What needs to be done
Verbatim copy, images removed: write out the entries below.

Records to use
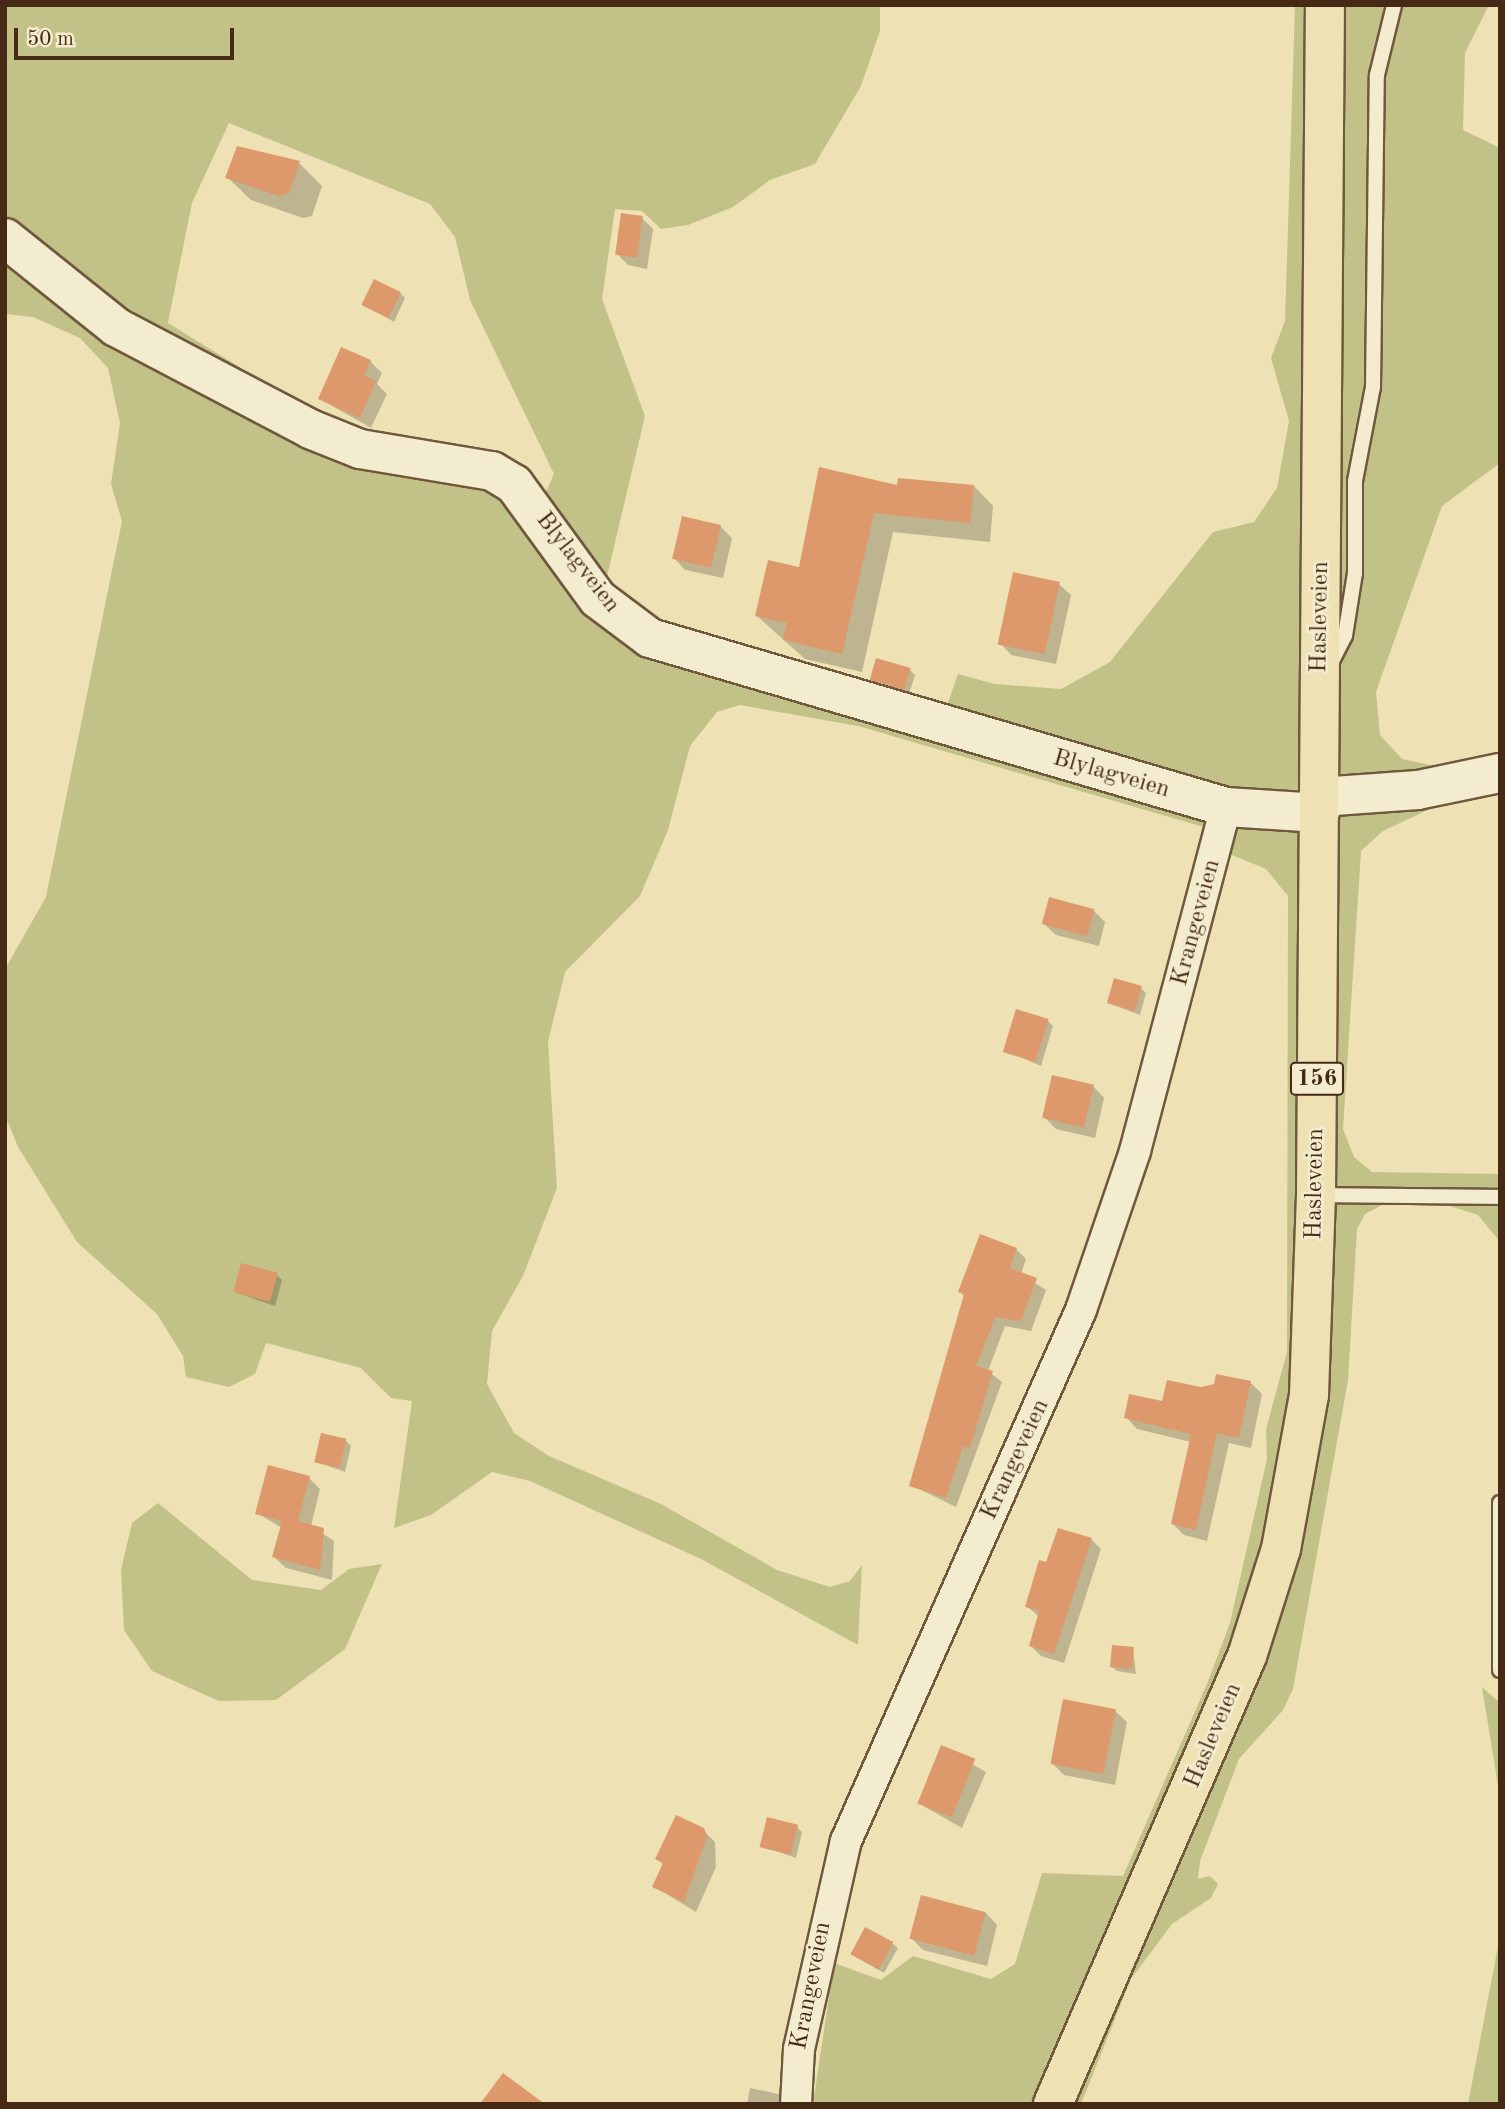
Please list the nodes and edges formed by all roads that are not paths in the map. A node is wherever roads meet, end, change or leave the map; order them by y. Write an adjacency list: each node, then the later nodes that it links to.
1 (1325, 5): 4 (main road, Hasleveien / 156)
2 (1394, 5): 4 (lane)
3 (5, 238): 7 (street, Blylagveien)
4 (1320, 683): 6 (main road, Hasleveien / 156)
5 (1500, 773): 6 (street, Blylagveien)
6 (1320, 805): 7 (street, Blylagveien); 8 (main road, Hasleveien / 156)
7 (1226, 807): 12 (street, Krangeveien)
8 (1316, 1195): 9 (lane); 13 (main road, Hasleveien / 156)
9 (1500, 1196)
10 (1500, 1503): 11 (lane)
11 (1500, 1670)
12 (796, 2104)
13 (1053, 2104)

Exercise result
Please list the nodes and edges formed by all roads that are not paths in the map. A node is wherever roads meet, end, change or leave the map; order them by y. Write an adjacency list: each node, then the later nodes that it links to.
1 (1325, 5): 4 (main road, Hasleveien / 156)
2 (1394, 5): 4 (lane)
3 (5, 238): 7 (street, Blylagveien)
4 (1320, 683): 6 (main road, Hasleveien / 156)
5 (1500, 773): 6 (street, Blylagveien)
6 (1320, 805): 7 (street, Blylagveien); 8 (main road, Hasleveien / 156)
7 (1226, 807): 12 (street, Krangeveien)
8 (1316, 1195): 9 (lane); 13 (main road, Hasleveien / 156)
9 (1500, 1196)
10 (1500, 1503): 11 (lane)
11 (1500, 1670)
12 (796, 2104)
13 (1053, 2104)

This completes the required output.